A U+0041 LATIN CAPITAL LETTER A

This represents: the character itself, its UTF-8 code point, and its Common Locale Data Repository name (or CLDR name, or just name).

Unicode allows for over a million different code points across multiple blocks on different planes. Planes are major sections—Basic, Supplementary—while blocks allow for semi-logical separation of different types of scripts, keeping characters of the same scripts together where possible. (Because characters get added over time, sometimes there’s no space left in the block, and they have to be added to a different block.) In the end, a code point has a unique identifier that describes it, no matter where on a given plane it resides. LATIN CAPITAL LETTER A will always be U+0041.

ASCII and ANSI—and most modern languages—exist in the Basic Multilingual Plane: U+0000 through U+FFFF. All these characters can be described in a single byte of memory. Anything beyond this plane is a multibyte character, requiring more than one byte to store a given code point value. Emoji live in the Supplementary Multilingual Plane, from U+10000 through U+1FFFF. Many other scripts exist in blocks on this plane, including hieroglyphics ( U+13080 EGYPTIAN HIEROGLYPH D010) and cuneiform ( U+12000 CUNEIFORM SIGN A). There are other planes, but they are sparsely populated—for now.

Security = 😀

A million characters. A globally recognized standard. Space to encode the alphabet of every written human language.

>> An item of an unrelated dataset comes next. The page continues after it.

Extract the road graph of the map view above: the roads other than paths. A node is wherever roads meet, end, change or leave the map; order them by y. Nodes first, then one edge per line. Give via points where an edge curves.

It sounds magnificent, but most people don’t get to see its gravity. The alphabets that appear earlier in Unicode—the ones that are readily available to most everyone—cover the most popular languages. Alphabets deeper in the specification are used by fewer people. Why would you update the version you use, or the way you use it, when you personally have everything you think you need?

Emoji are inarguably Unicode’s most popular set of characters. For many people, emoji are the sole reason they care that their computers and social media apps and websites support the latest version of Unicode and, in turn, multibyte characters such as emoji. Perhaps this shouldn’t be the case—surely we should care about access and users beyond ourselves—but this is how a non-zero amount of education about the issue happens. If it weren’t for the popularity of emoji, many people wouldn’t care.

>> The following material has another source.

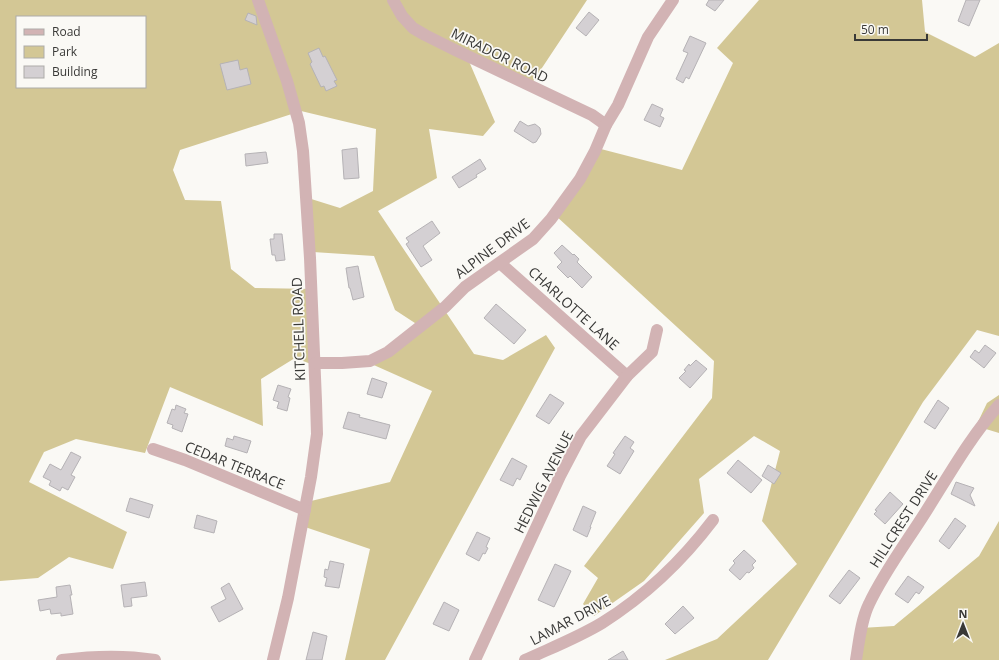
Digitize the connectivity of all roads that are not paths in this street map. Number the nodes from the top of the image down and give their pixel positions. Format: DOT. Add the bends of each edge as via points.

With emoji as the driving factor, consumers are much more likely to apply software updates. When “emoji day” happens, now an annual event during which Apple adds the annual set of 100+ emoji to iOS and macOS, iPhone owners clamber to run their updates so they can send the U+1F99C PARROT to their friends. They’re also, perhaps unwittingly, patching their phones with the latest security updates. It’s a remarkable phenomenon. While, for example, an app advertising a new update as having “various bugs and fixes” may not be immediately updated, the new system update with over 100 new emoji has users actively—even eagerly—installing it. Emoji, like the toy at the bottom of a cereal box, are an impressively effective feature for marketing major version updates.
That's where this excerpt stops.